Forse, in tempi di crisi, c’è un drammatico rischio: che l’esigenza di far quadrare i conti spinga persone senza etica a comportarsi come i gestori di quella funivia.
«Ma sarebbe sciocco pensare che abbia un senso. Una ferrovia è costruita per durare nel tempo, non certo per andare incontro a distruzioni. Dopo una lunga chiusura, c’è l’esigenza di ripartire e farlo in si­curezza è nell’interesse di tut­ti. Chi ha preso la decisione di non mettere il freno di sicurezza alla funivia non può avere giustificazione alcuna».

La lunga sosta per il Covid potrebbe, in generale, portare ad altre sgradevoli conseguenze?
«Si deve attivare un’allerta ogni volta che la macchina dei servizi riparte. Perché ci sono ruggini da eliminare. Dob­biamo fare attenzione anche al settore della ristorazione. Ma giustificare chi scommette sulla pelle delle persone non è possibile, da nessun punto di vista».
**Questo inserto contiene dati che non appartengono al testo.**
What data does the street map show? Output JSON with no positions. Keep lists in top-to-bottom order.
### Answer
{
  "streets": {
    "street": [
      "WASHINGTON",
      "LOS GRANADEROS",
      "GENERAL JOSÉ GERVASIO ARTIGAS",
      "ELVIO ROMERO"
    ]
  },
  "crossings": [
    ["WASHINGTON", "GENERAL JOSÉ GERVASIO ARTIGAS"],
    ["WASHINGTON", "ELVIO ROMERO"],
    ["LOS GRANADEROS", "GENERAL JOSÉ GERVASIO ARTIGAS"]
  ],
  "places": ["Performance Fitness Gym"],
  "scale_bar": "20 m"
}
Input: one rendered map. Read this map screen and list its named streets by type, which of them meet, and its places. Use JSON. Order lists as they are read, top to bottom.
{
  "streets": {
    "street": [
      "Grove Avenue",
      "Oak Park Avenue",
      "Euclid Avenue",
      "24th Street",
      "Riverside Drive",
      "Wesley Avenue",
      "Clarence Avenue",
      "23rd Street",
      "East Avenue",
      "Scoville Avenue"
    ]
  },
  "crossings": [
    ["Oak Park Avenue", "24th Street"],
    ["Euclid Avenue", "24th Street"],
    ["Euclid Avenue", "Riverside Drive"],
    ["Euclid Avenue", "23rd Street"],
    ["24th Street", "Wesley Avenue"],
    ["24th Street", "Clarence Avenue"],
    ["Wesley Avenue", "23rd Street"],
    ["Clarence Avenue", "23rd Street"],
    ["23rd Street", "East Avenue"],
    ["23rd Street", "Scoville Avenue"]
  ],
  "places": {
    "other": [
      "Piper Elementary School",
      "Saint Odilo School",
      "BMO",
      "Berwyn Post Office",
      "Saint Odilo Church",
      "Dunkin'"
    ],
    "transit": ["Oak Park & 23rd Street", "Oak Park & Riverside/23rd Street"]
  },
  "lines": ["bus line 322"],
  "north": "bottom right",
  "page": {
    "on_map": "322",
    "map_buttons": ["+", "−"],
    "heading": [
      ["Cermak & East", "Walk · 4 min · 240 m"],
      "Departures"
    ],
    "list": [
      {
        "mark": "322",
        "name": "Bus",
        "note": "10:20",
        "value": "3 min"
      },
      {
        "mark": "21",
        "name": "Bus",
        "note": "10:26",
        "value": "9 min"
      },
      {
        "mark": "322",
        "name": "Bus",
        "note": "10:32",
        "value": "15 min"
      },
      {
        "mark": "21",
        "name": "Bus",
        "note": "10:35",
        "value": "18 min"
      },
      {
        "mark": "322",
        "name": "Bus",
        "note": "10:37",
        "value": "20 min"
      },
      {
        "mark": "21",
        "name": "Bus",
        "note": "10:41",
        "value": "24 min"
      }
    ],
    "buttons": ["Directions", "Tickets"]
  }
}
In Italia abbiamo vissuto un’altra tragedia come quella del ponte Morandi. Ci sono punti di contatto?
«È un po’ lo stesso principio dell’economia estrattiva, quando si estraggono solo risorse non resta nulla. Ma questo è il contrario del capitalismo. Nel caso di Atlantia e della famiglia Benetton c’era una grande società, quotata in borsa, con azionisti tenuti a seguire una deontologia comune, una catena del comando dettagliata. Quello che è successo con il crollo del ponte ha del clamoroso, il sistema è sal­tato. Que­sto di certo è più probabile nei sistemi monopolistici, dove non c’è concorrenza. Potremmo mai scegliere un’altra autostrada per fare quel tragitto? E allora qui si insinua il rischio».

Diciamo la verità, comunque l’immagine del capitalismo avrebbe bisogno almeno di un restyling. È d’accordo?
«Dipende dagli imprenditori, devono muoversi secondo standard etici. E non devono cadere nell’omertà. Voglia­mo pensare, per tornare a Stresa, che tra i gestori dei vari impianti di risalita non si sappia chi è più spregiudicato e chi più serio? E allora se si hanno informazioni importanti devono essere riferite a chi si occupa di sicurezza. Solo così si recupera quel senso dell’etica oggi smarrito. Le associazioni di categoria, in questo senso, possono fare molto. Penso alle battaglie di Confindustria in Sicilia contro la mafia. E poi serve l’ausilio di norme, che in realtà esistono già, e della tecnologia necessaria per prevenire».

Cambiamo argomento, i sindaci delle metropoli. In un editoriale ha evidenziato l’insostenibilità del ruolo, da Roma a Milano. Perché accade?
«Prima di tutto perché i sindaci devono affrontare mille problematiche di cui hanno responsabilità legale, con lo strumento di leggi complicatissime. In Italia ne abbiamo un terzo in più rispetto alle norme esistenti in Europa e si sa quanto sia vera la contraddizione per cui dove ci sono troppe regole è più facile violarle. Specie se sono in contrasto. Il rischio di cadere nell’abuso di ufficio è forte, ma i sindaci devono affrontare dav­vero un compito complicatissimo, che richiede una dedizione totale (non hanno quasi tempo libero). Peccato che lo stipendio di un sindaco ammonti a un terzo di quello di un parlamentare, con re­sponsabilità di gran lunga superiori. Inoltre, non ci sono più partiti in grado di presentare candidati rappresentativi. Si cerca il personaggio, più che il politico. Basta pensare ai nomi che circolano adesso nelle grandi città e a chi scese in campo a Roma, per esempio, a inizio anni ‘90: da Rutelli a Fini, oppure Bassolino a Napoli».

Veniamo al virus: siamo avviati verso un ritorno alla normalità?

«Il Covid è arrivato quando l’Italia era già l’unico Paese non in grado di recuperare la perdita del Pil dovuta alla crisi del periodo 2008-2011. Il declino era cominciato prima. Ora non bisogna sprecare l’opportunità di accedere ai finanziamenti per cambiare tutto. Draghi però si muove in un quadro di unità nazionale ma di politica sospesa che non si sa quanto possa durare».

Ultima domanda sulle Langhe: le conosce?

«Ho avuto l’onore di essere insignito del premio Cesare Pavese nel 2018, a Santo Stefano Belbo. Un luogo speciale anche per me».